[[ Provided data, beginning ]]
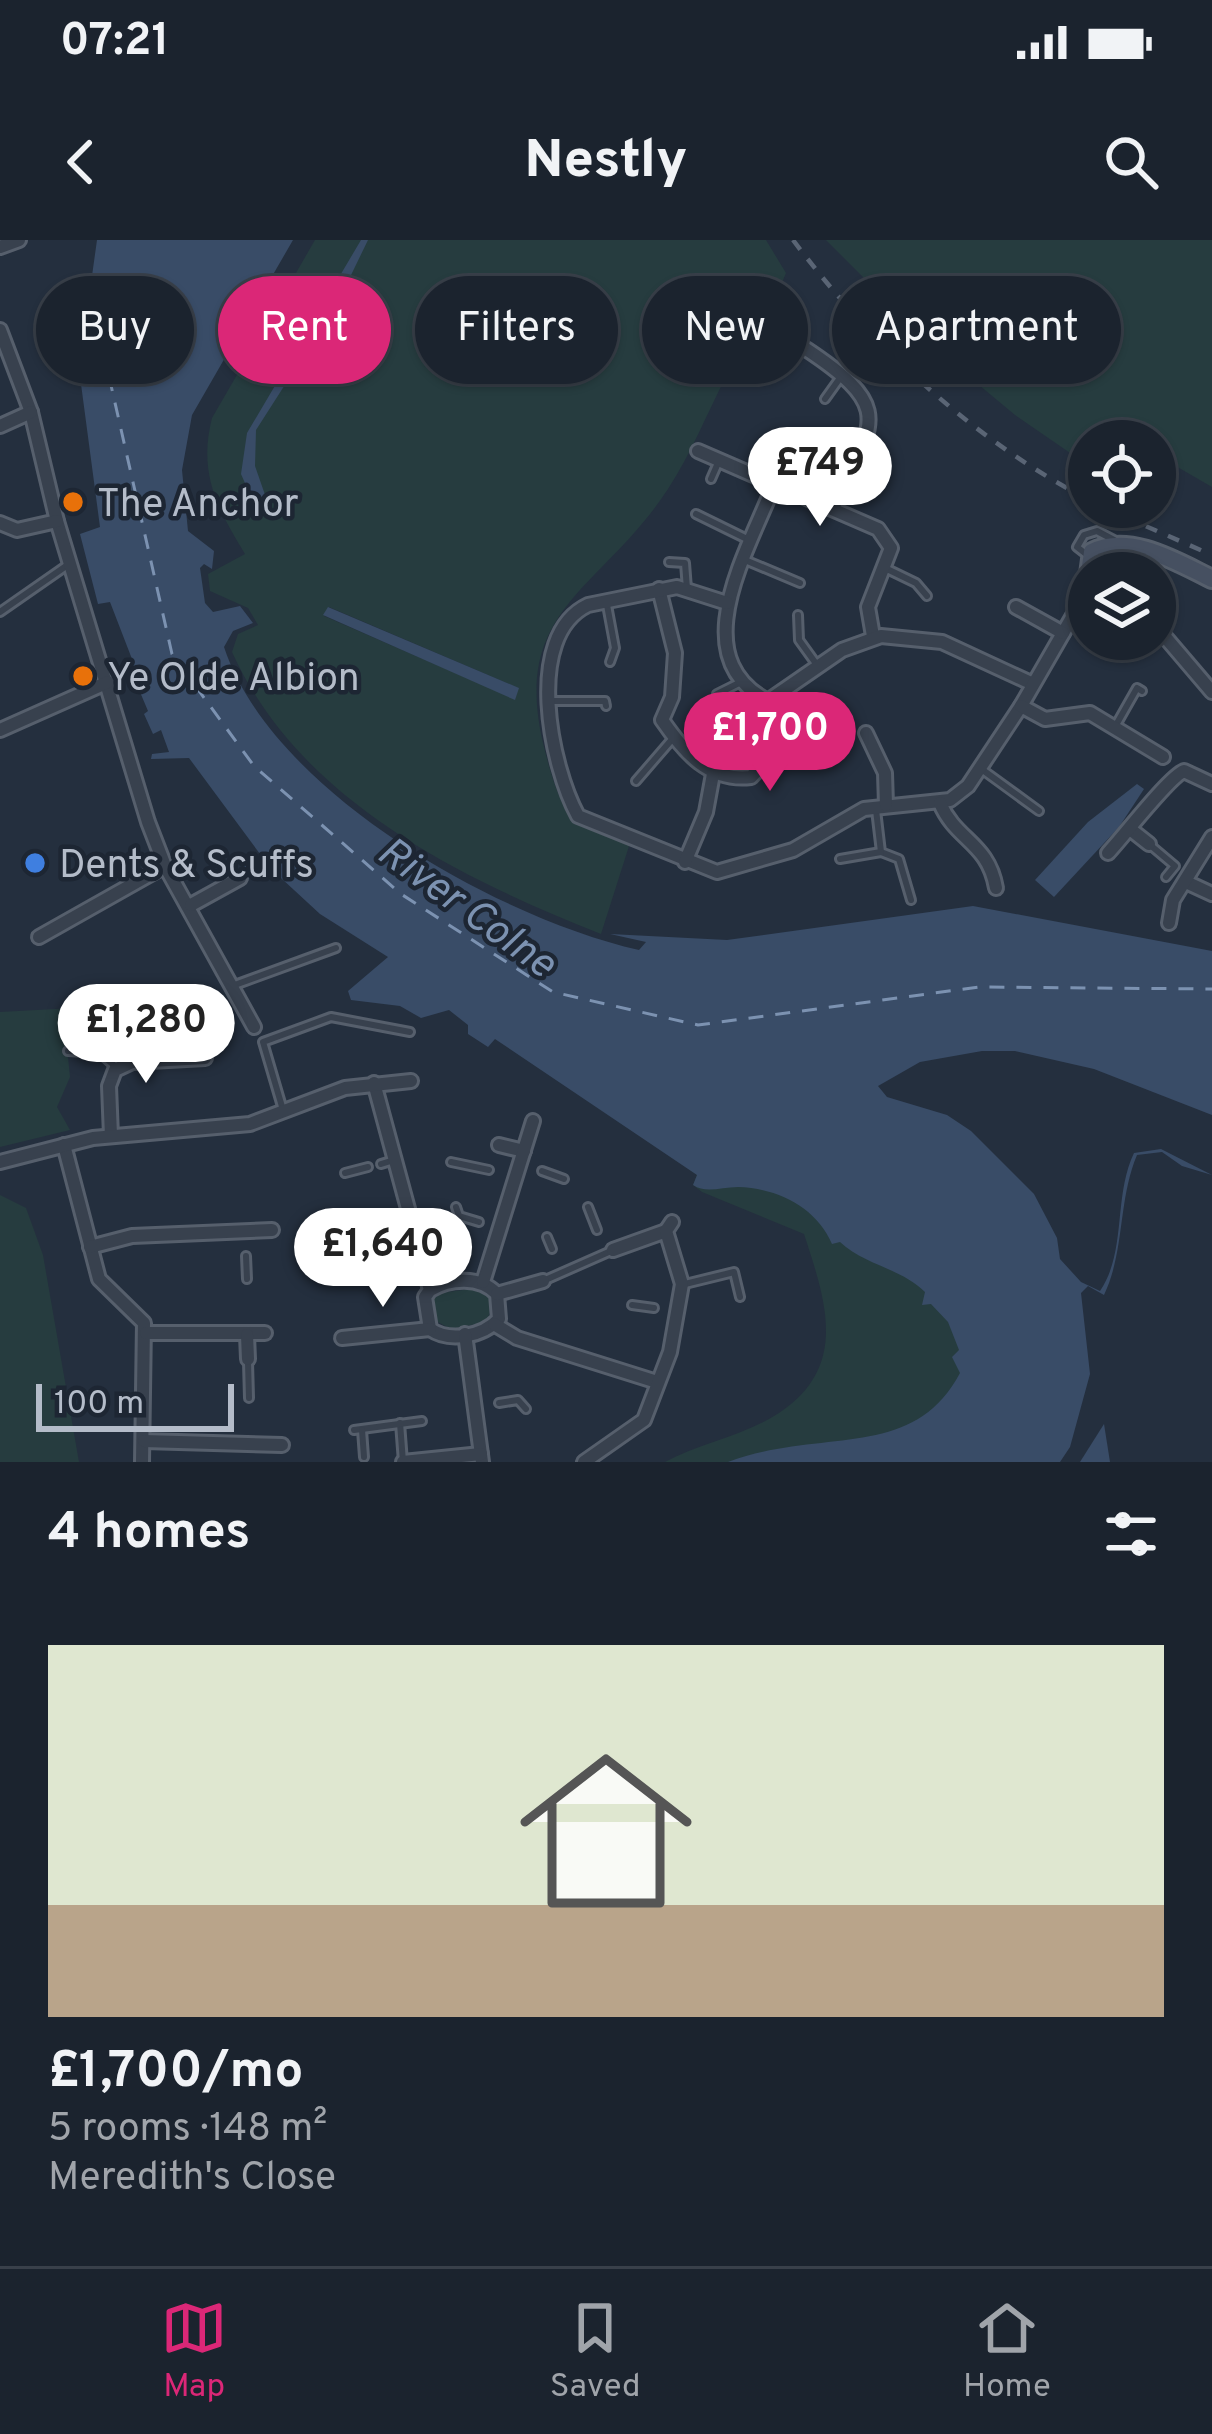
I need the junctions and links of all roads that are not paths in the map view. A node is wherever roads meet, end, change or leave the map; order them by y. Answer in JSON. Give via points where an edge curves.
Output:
{"nodes":[{"id":1,"x":19,"y":240,"type":"edge"},
{"id":2,"x":0,"y":247,"type":"edge"},
{"id":3,"x":0,"y":330,"type":"edge"},
{"id":4,"x":836,"y":384,"type":"edge"},
{"id":5,"x":851,"y":384,"type":"edge"},
{"id":6,"x":825,"y":399,"type":"dead end"},
{"id":7,"x":31,"y":412,"type":"junction"},
{"id":8,"x":0,"y":426,"type":"edge"},
{"id":9,"x":828,"y":438,"type":"dead end"},
{"id":10,"x":698,"y":451,"type":"dead end"},
{"id":11,"x":855,"y":461,"type":"junction"},
{"id":12,"x":718,"y":464,"type":"junction"},
{"id":13,"x":711,"y":479,"type":"dead end"},
{"id":14,"x":877,"y":480,"type":"dead end"},
{"id":15,"x":773,"y":487,"type":"junction"},
{"id":16,"x":833,"y":508,"type":"junction"},
{"id":17,"x":696,"y":514,"type":"dead end"},
{"id":18,"x":57,"y":521,"type":"junction"},
{"id":19,"x":0,"y":523,"type":"edge"},
{"id":20,"x":752,"y":542,"type":"junction"},
{"id":21,"x":1118,"y":548,"type":"junction"},
{"id":22,"x":1095,"y":552,"type":"edge"},
{"id":23,"x":1119,"y":552,"type":"edge"},
{"id":24,"x":745,"y":560,"type":"junction"},
{"id":25,"x":72,"y":562,"type":"junction"},
{"id":26,"x":669,"y":562,"type":"dead end"},
{"id":27,"x":885,"y":568,"type":"junction"},
{"id":28,"x":1212,"y":580,"type":"edge"},
{"id":29,"x":800,"y":583,"type":"dead end"},
{"id":30,"x":686,"y":589,"type":"junction"},
{"id":31,"x":659,"y":590,"type":"junction"},
{"id":32,"x":927,"y":596,"type":"dead end"},
{"id":33,"x":606,"y":602,"type":"junction"},
{"id":34,"x":727,"y":603,"type":"junction"},
{"id":35,"x":1016,"y":608,"type":"dead end"},
{"id":36,"x":0,"y":612,"type":"edge"},
{"id":37,"x":798,"y":615,"type":"dead end"},
{"id":38,"x":1068,"y":626,"type":"edge"},
{"id":39,"x":1064,"y":633,"type":"junction"},
{"id":40,"x":873,"y":637,"type":"junction"},
{"id":41,"x":1176,"y":650,"type":"edge"},
{"id":42,"x":610,"y":662,"type":"dead end"},
{"id":43,"x":819,"y":668,"type":"junction"},
{"id":44,"x":108,"y":682,"type":"junction"},
{"id":45,"x":740,"y":683,"type":"junction"},
{"id":46,"x":1033,"y":684,"type":"junction"},
{"id":47,"x":1136,"y":688,"type":"dead end"},
{"id":48,"x":1212,"y":692,"type":"edge"},
{"id":49,"x":549,"y":701,"type":"junction"},
{"id":50,"x":768,"y":701,"type":"junction"},
{"id":51,"x":606,"y":706,"type":"dead end"},
{"id":52,"x":1021,"y":706,"type":"junction"},
{"id":53,"x":1114,"y":728,"type":"junction"},
{"id":54,"x":0,"y":730,"type":"edge"},
{"id":55,"x":866,"y":734,"type":"dead end"},
{"id":56,"x":715,"y":736,"type":"dead end"},
{"id":57,"x":674,"y":737,"type":"junction"},
{"id":58,"x":1163,"y":758,"type":"dead end"},
{"id":59,"x":980,"y":768,"type":"junction"},
{"id":60,"x":712,"y":774,"type":"junction"},
{"id":61,"x":636,"y":781,"type":"dead end"},
{"id":62,"x":1212,"y":784,"type":"edge"},
{"id":63,"x":940,"y":803,"type":"junction"},
{"id":64,"x":881,"y":806,"type":"junction"},
{"id":65,"x":1040,"y":811,"type":"dead end"},
{"id":66,"x":1130,"y":829,"type":"junction"},
{"id":67,"x":1212,"y":837,"type":"edge"},
{"id":68,"x":1149,"y":844,"type":"joint"},
{"id":69,"x":881,"y":852,"type":"junction"},
{"id":70,"x":1108,"y":853,"type":"dead end"},
{"id":71,"x":841,"y":859,"type":"dead end"},
{"id":72,"x":685,"y":862,"type":"junction"},
{"id":73,"x":165,"y":866,"type":"junction"},
{"id":74,"x":1166,"y":877,"type":"dead end"},
{"id":75,"x":240,"y":878,"type":"dead end"},
{"id":76,"x":1186,"y":882,"type":"junction"},
{"id":77,"x":996,"y":888,"type":"dead end"},
{"id":78,"x":1212,"y":894,"type":"edge"},
{"id":79,"x":911,"y":900,"type":"dead end"},
{"id":80,"x":191,"y":905,"type":"junction"},
{"id":81,"x":1168,"y":923,"type":"dead end"},
{"id":82,"x":39,"y":937,"type":"dead end"},
{"id":83,"x":336,"y":948,"type":"dead end"},
{"id":84,"x":232,"y":986,"type":"junction"},
{"id":85,"x":254,"y":1027,"type":"dead end"},
{"id":86,"x":410,"y":1033,"type":"dead end"},
{"id":87,"x":68,"y":1051,"type":"dead end"},
{"id":88,"x":205,"y":1058,"type":"dead end"},
{"id":89,"x":117,"y":1068,"type":"junction"},
{"id":90,"x":411,"y":1081,"type":"dead end"},
{"id":91,"x":374,"y":1083,"type":"junction"},
{"id":92,"x":284,"y":1114,"type":"junction"},
{"id":93,"x":533,"y":1121,"type":"dead end"},
{"id":94,"x":112,"y":1136,"type":"junction"},
{"id":95,"x":64,"y":1144,"type":"junction"},
{"id":96,"x":499,"y":1145,"type":"dead end"},
{"id":97,"x":0,"y":1162,"type":"edge"},
{"id":98,"x":451,"y":1162,"type":"dead end"},
{"id":99,"x":517,"y":1166,"type":"junction"},
{"id":100,"x":368,"y":1167,"type":"dead end"},
{"id":101,"x":489,"y":1170,"type":"dead end"},
{"id":102,"x":542,"y":1171,"type":"dead end"},
{"id":103,"x":345,"y":1173,"type":"dead end"},
{"id":104,"x":564,"y":1179,"type":"dead end"},
{"id":105,"x":456,"y":1207,"type":"dead end"},
{"id":106,"x":588,"y":1208,"type":"dead end"},
{"id":107,"x":479,"y":1222,"type":"dead end"},
{"id":108,"x":272,"y":1230,"type":"dead end"},
{"id":109,"x":597,"y":1230,"type":"dead end"},
{"id":110,"x":547,"y":1237,"type":"dead end"},
{"id":111,"x":90,"y":1247,"type":"junction"},
{"id":112,"x":552,"y":1249,"type":"dead end"},
{"id":113,"x":607,"y":1249,"type":"joint"},
{"id":114,"x":246,"y":1256,"type":"dead end"},
{"id":115,"x":422,"y":1260,"type":"junction"},
{"id":116,"x":557,"y":1262,"type":"dead end"},
{"id":117,"x":398,"y":1263,"type":"dead end"},
{"id":118,"x":385,"y":1264,"type":"dead end"},
{"id":119,"x":354,"y":1267,"type":"dead end"},
{"id":120,"x":561,"y":1273,"type":"junction"},
{"id":121,"x":247,"y":1279,"type":"dead end"},
{"id":122,"x":543,"y":1281,"type":"joint"},
{"id":123,"x":483,"y":1282,"type":"junction"},
{"id":124,"x":682,"y":1284,"type":"junction"},
{"id":125,"x":430,"y":1290,"type":"junction"},
{"id":126,"x":497,"y":1294,"type":"junction"},
{"id":127,"x":740,"y":1297,"type":"dead end"},
{"id":128,"x":632,"y":1305,"type":"dead end"},
{"id":129,"x":654,"y":1308,"type":"dead end"},
{"id":130,"x":494,"y":1324,"type":"junction"},
{"id":131,"x":430,"y":1329,"type":"junction"},
{"id":132,"x":146,"y":1333,"type":"junction"},
{"id":133,"x":265,"y":1333,"type":"dead end"},
{"id":134,"x":465,"y":1334,"type":"junction"},
{"id":135,"x":248,"y":1335,"type":"junction"},
{"id":136,"x":342,"y":1338,"type":"dead end"},
{"id":137,"x":248,"y":1359,"type":"joint"},
{"id":138,"x":657,"y":1382,"type":"junction"},
{"id":139,"x":249,"y":1398,"type":"dead end"},
{"id":140,"x":499,"y":1403,"type":"dead end"},
{"id":141,"x":526,"y":1409,"type":"dead end"},
{"id":142,"x":422,"y":1421,"type":"dead end"},
{"id":143,"x":400,"y":1423,"type":"junction"},
{"id":144,"x":144,"y":1441,"type":"junction"},
{"id":145,"x":256,"y":1444,"type":"junction"},
{"id":146,"x":282,"y":1445,"type":"dead end"},
{"id":147,"x":364,"y":1457,"type":"dead end"},
{"id":148,"x":482,"y":1458,"type":"edge"},
{"id":149,"x":142,"y":1462,"type":"edge"},
{"id":150,"x":255,"y":1462,"type":"edge"},
{"id":151,"x":403,"y":1462,"type":"edge"},
{"id":152,"x":584,"y":1462,"type":"edge"}],
"edges":[{"from":1,"to":2,"type":"street"},
{"from":3,"to":7,"type":"street"},
{"from":4,"to":6,"type":"lane"},
{"from":5,"to":11,"type":"street","via":[[871,415]]},
{"from":7,"to":8,"type":"street"},
{"from":7,"to":18,"type":"street"},
{"from":9,"to":11,"type":"lane"},
{"from":10,"to":12,"type":"street"},
{"from":11,"to":14,"type":"lane"},
{"from":11,"to":16,"type":"street"},
{"from":12,"to":13,"type":"lane"},
{"from":12,"to":15,"type":"street"},
{"from":15,"to":16,"type":"street"},
{"from":15,"to":20,"type":"street"},
{"from":16,"to":27,"type":"street","via":[[887,538]]},
{"from":17,"to":20,"type":"lane"},
{"from":18,"to":19,"type":"street","via":[[17,530]]},
{"from":18,"to":25,"type":"street"},
{"from":20,"to":24,"type":"street"},
{"from":21,"to":22,"type":"main road"},
{"from":21,"to":23,"type":"main road"},
{"from":21,"to":28,"type":"main road","via":[[1154,552]]},
{"from":24,"to":29,"type":"lane"},
{"from":24,"to":34,"type":"street"},
{"from":25,"to":36,"type":"lane"},
{"from":25,"to":44,"type":"street"},
{"from":26,"to":30,"type":"lane","via":[[685,562]]},
{"from":27,"to":32,"type":"lane"},
{"from":27,"to":40,"type":"street","via":[[868,607]]},
{"from":30,"to":31,"type":"street"},
{"from":30,"to":34,"type":"street"},
{"from":31,"to":33,"type":"street"},
{"from":31,"to":57,"type":"street","via":[[675,653],[662,720]]},
{"from":33,"to":42,"type":"lane"},
{"from":33,"to":49,"type":"street","via":[[577,611],[562,634],[550,659]]},
{"from":34,"to":45,"type":"street","via":[[723,625]]},
{"from":35,"to":39,"type":"street"},
{"from":37,"to":43,"type":"lane","via":[[799,640]]},
{"from":38,"to":39,"type":"street"},
{"from":39,"to":46,"type":"street"},
{"from":40,"to":43,"type":"street"},
{"from":40,"to":46,"type":"street","via":[[943,642]]},
{"from":41,"to":48,"type":"street"},
{"from":43,"to":50,"type":"street"},
{"from":44,"to":54,"type":"street"},
{"from":44,"to":73,"type":"street"},
{"from":45,"to":50,"type":"street"},
{"from":45,"to":56,"type":"lane","via":[[716,694]]},
{"from":46,"to":52,"type":"street"},
{"from":47,"to":53,"type":"lane"},
{"from":49,"to":51,"type":"lane"},
{"from":49,"to":72,"type":"street","via":[[578,816]]},
{"from":50,"to":60,"type":"street","via":[[764,767],[744,778]]},
{"from":52,"to":53,"type":"street","via":[[1045,719],[1090,712]]},
{"from":52,"to":59,"type":"street"},
{"from":53,"to":58,"type":"street"},
{"from":55,"to":64,"type":"street","via":[[885,773]]},
{"from":57,"to":60,"type":"street"},
{"from":57,"to":61,"type":"lane"},
{"from":59,"to":63,"type":"street","via":[[960,794]]},
{"from":59,"to":65,"type":"lane"},
{"from":60,"to":72,"type":"street"},
{"from":62,"to":66,"type":"street","via":[[1179,772]]},
{"from":63,"to":64,"type":"street"},
{"from":63,"to":77,"type":"street","via":[[989,860]]},
{"from":64,"to":69,"type":"lane"},
{"from":64,"to":72,"type":"street","via":[[754,866],[717,872]]},
{"from":66,"to":68,"type":"street"},
{"from":66,"to":70,"type":"street"},
{"from":67,"to":76,"type":"street"},
{"from":68,"to":74,"type":"lane","via":[[1175,866]]},
{"from":69,"to":71,"type":"lane"},
{"from":69,"to":79,"type":"lane","via":[[899,859]]},
{"from":73,"to":80,"type":"street"},
{"from":73,"to":82,"type":"street"},
{"from":75,"to":80,"type":"street"},
{"from":76,"to":78,"type":"street"},
{"from":76,"to":81,"type":"street"},
{"from":80,"to":84,"type":"street"},
{"from":83,"to":84,"type":"lane"},
{"from":84,"to":85,"type":"street"},
{"from":86,"to":92,"type":"lane","via":[[331,1017],[263,1042]]},
{"from":87,"to":89,"type":"lane","via":[[100,1053]]},
{"from":88,"to":89,"type":"street"},
{"from":89,"to":94,"type":"street","via":[[109,1086]]},
{"from":90,"to":91,"type":"street"},
{"from":91,"to":92,"type":"street"},
{"from":91,"to":115,"type":"street","via":[[388,1162]]},
{"from":92,"to":94,"type":"street","via":[[235,1127]]},
{"from":93,"to":99,"type":"street"},
{"from":94,"to":95,"type":"street"},
{"from":95,"to":97,"type":"street"},
{"from":95,"to":111,"type":"street"},
{"from":96,"to":99,"type":"street"},
{"from":98,"to":101,"type":"lane"},
{"from":99,"to":123,"type":"street"},
{"from":100,"to":103,"type":"lane"},
{"from":102,"to":104,"type":"lane"},
{"from":105,"to":107,"type":"lane"},
{"from":106,"to":109,"type":"lane"},
{"from":108,"to":111,"type":"street","via":[[132,1236]]},
{"from":110,"to":112,"type":"lane"},
{"from":111,"to":132,"type":"street","via":[[99,1279],[136,1310]]},
{"from":113,"to":120,"type":"lane"},
{"from":113,"to":124,"type":"street","via":[[669,1226]]},
{"from":114,"to":121,"type":"lane"},
{"from":115,"to":117,"type":"lane"},
{"from":115,"to":125,"type":"street"},
{"from":116,"to":120,"type":"lane"},
{"from":118,"to":119,"type":"lane"},
{"from":120,"to":122,"type":"lane"},
{"from":122,"to":126,"type":"street"},
{"from":123,"to":125,"type":"street"},
{"from":123,"to":126,"type":"street"},
{"from":124,"to":127,"type":"lane","via":[[734,1272]]},
{"from":124,"to":138,"type":"street"},
{"from":125,"to":131,"type":"street"},
{"from":126,"to":130,"type":"street"},
{"from":128,"to":129,"type":"lane"},
{"from":130,"to":134,"type":"street"},
{"from":130,"to":138,"type":"street"},
{"from":131,"to":134,"type":"street"},
{"from":131,"to":136,"type":"street"},
{"from":132,"to":135,"type":"street"},
{"from":132,"to":144,"type":"street"},
{"from":133,"to":135,"type":"street"},
{"from":134,"to":148,"type":"street"},
{"from":135,"to":137,"type":"street"},
{"from":137,"to":139,"type":"lane"},
{"from":138,"to":152,"type":"street","via":[[644,1420]]},
{"from":140,"to":141,"type":"lane","via":[[518,1400]]},
{"from":142,"to":143,"type":"lane"},
{"from":143,"to":147,"type":"lane","via":[[358,1430]]},
{"from":143,"to":151,"type":"lane"},
{"from":144,"to":145,"type":"street"},
{"from":144,"to":149,"type":"street"},
{"from":145,"to":146,"type":"street"},
{"from":145,"to":150,"type":"street"},
{"from":148,"to":151,"type":"street"}]}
[[ Provided data, end ]]
Work required
Within the data above, how many lines include "joint"? The number alone is the answer.

Answer to this exercise
4